Extract, from the records beneath this instruction, each line that contains the word "image".

(Recorded data Opens)

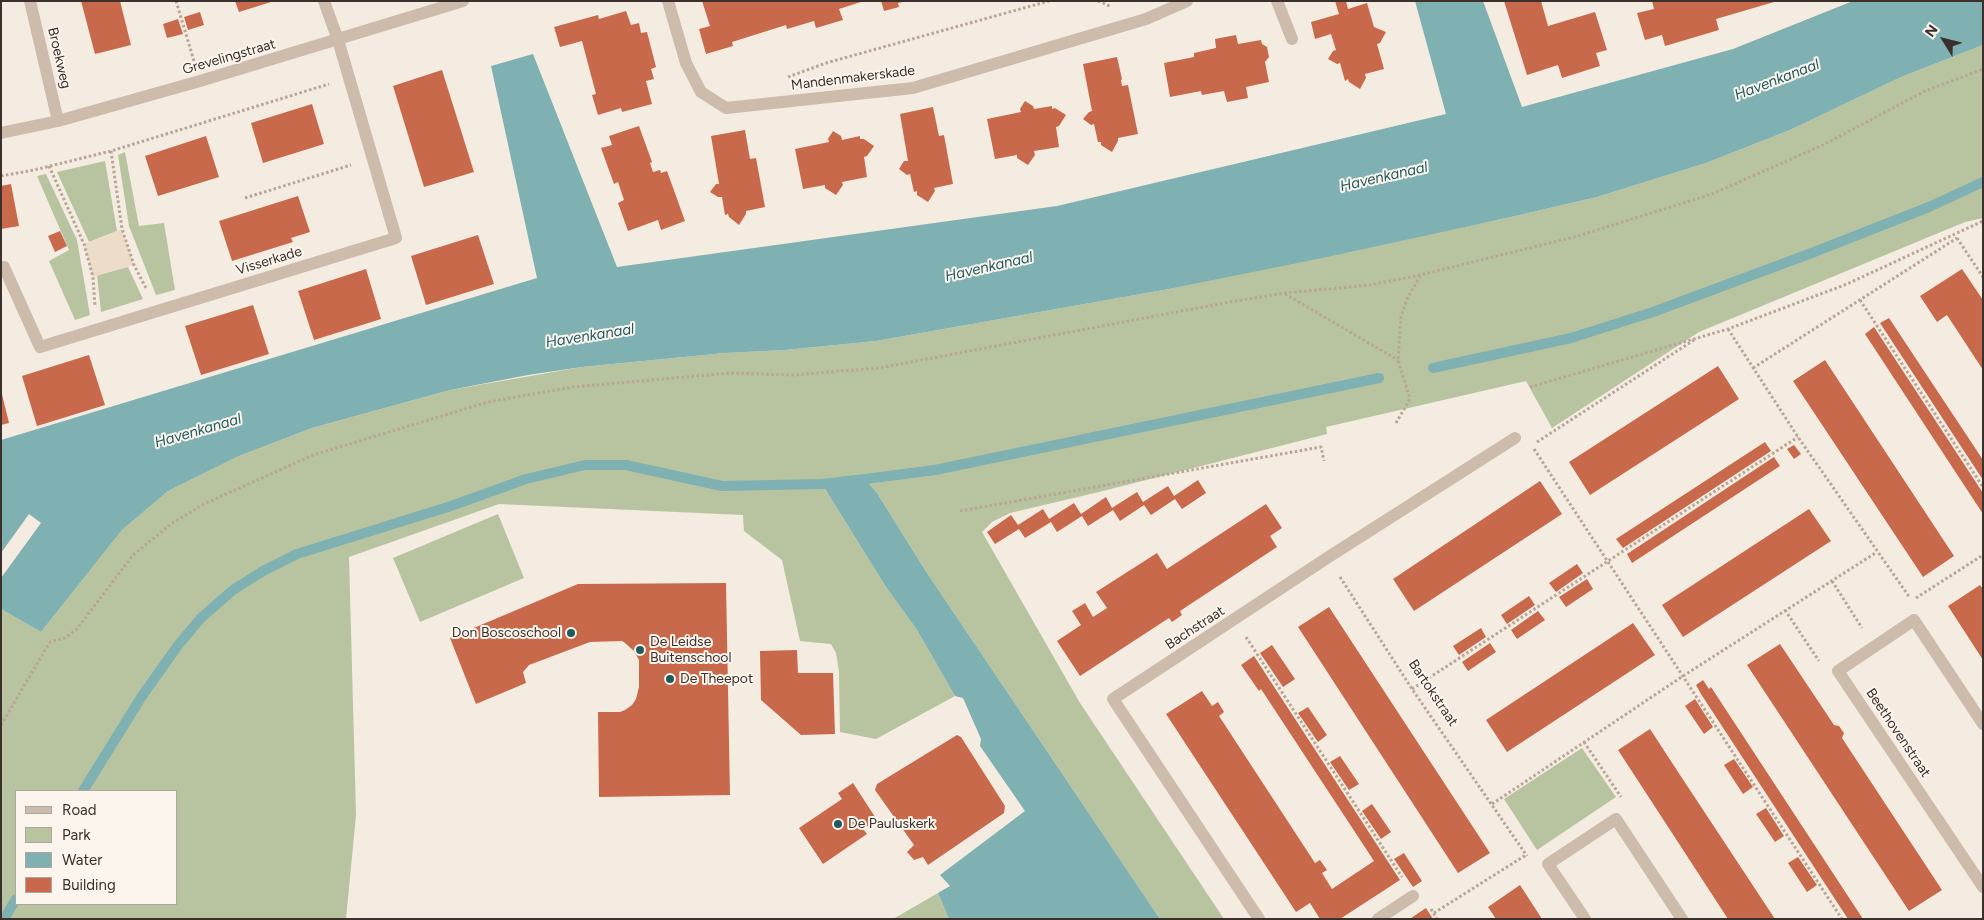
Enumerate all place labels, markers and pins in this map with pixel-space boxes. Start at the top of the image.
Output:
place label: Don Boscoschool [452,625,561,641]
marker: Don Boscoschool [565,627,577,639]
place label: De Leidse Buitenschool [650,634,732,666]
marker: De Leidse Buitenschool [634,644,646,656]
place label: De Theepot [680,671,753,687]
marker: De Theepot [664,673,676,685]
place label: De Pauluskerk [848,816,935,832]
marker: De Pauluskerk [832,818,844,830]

(Recorded data Closes)
(Recorded data Opens)

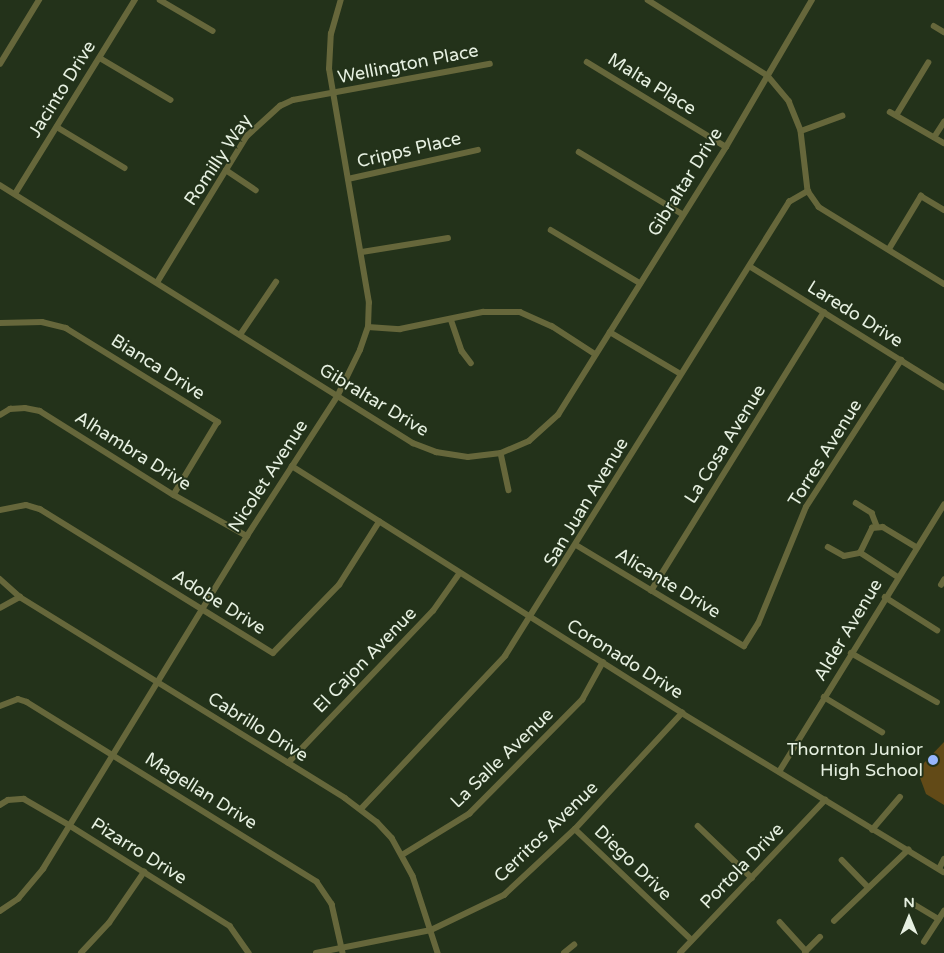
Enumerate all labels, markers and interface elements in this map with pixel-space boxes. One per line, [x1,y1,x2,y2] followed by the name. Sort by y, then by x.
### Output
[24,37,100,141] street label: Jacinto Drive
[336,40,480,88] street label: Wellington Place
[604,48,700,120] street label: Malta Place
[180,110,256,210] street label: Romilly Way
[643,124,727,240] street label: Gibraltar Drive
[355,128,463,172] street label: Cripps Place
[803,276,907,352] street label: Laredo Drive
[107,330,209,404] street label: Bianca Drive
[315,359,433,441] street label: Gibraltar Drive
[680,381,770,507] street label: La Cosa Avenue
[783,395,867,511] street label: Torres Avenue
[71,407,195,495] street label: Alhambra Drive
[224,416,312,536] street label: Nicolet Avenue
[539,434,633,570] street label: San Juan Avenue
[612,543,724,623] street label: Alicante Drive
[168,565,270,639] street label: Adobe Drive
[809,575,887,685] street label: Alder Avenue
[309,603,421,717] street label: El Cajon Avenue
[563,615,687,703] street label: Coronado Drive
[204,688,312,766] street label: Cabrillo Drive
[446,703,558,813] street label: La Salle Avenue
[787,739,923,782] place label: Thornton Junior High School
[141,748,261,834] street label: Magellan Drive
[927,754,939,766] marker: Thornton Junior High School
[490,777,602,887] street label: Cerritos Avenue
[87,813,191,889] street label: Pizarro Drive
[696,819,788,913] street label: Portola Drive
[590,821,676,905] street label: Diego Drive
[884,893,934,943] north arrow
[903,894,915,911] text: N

(Recorded data Closes)
(Recorded data Opens)

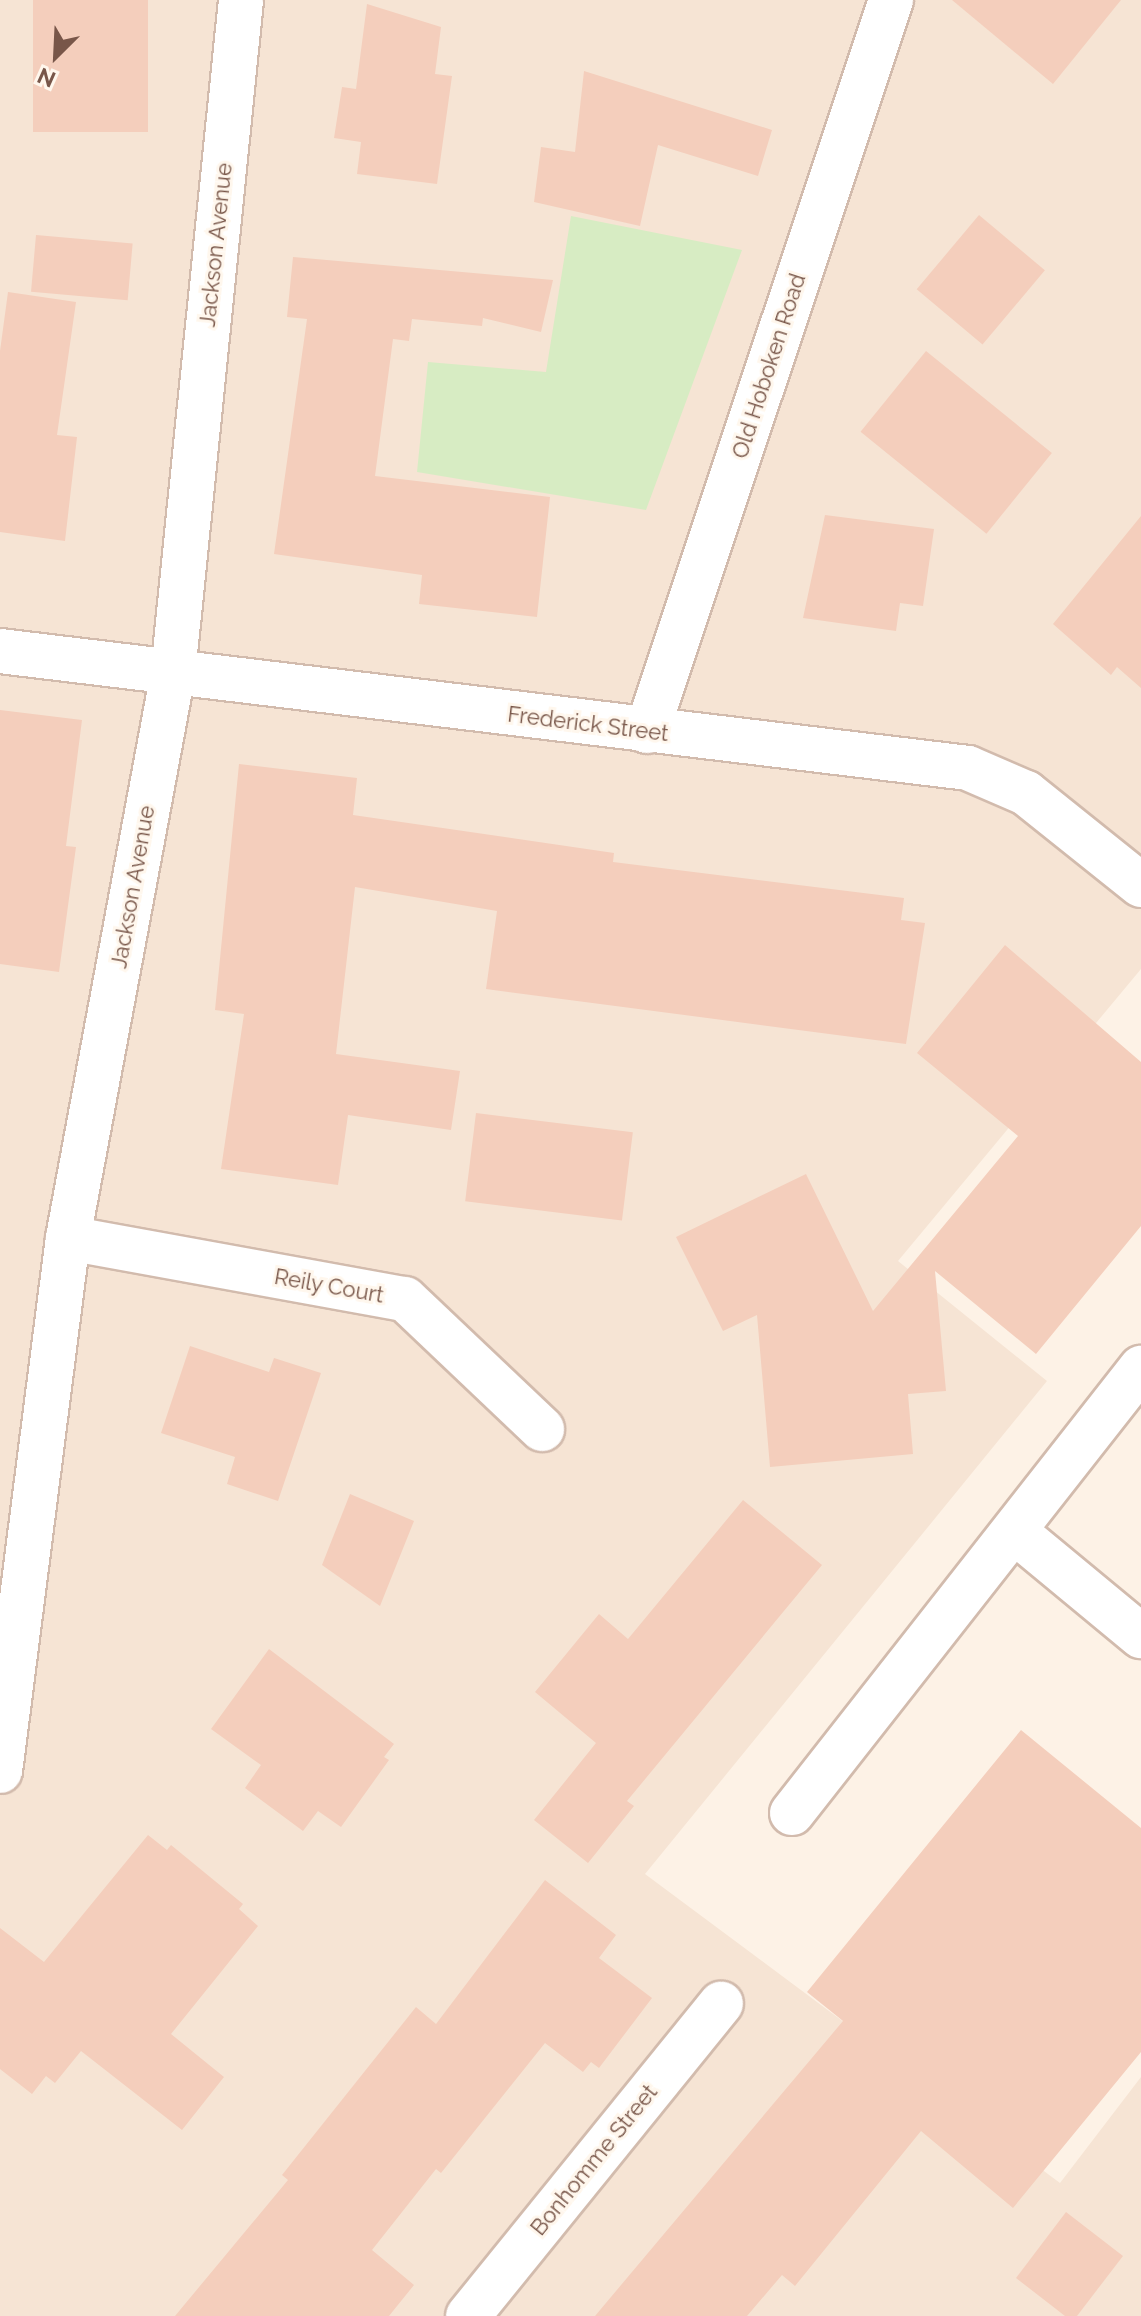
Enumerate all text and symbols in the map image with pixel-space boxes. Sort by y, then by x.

(Recorded data Closes)

- Written solution
Enumerate all place labels, markers and pins in this map with pixel-space boxes. Start at the top of the image.
Enumerate all text and symbols in the map image with pixel-space boxes. Sort by y, then by x.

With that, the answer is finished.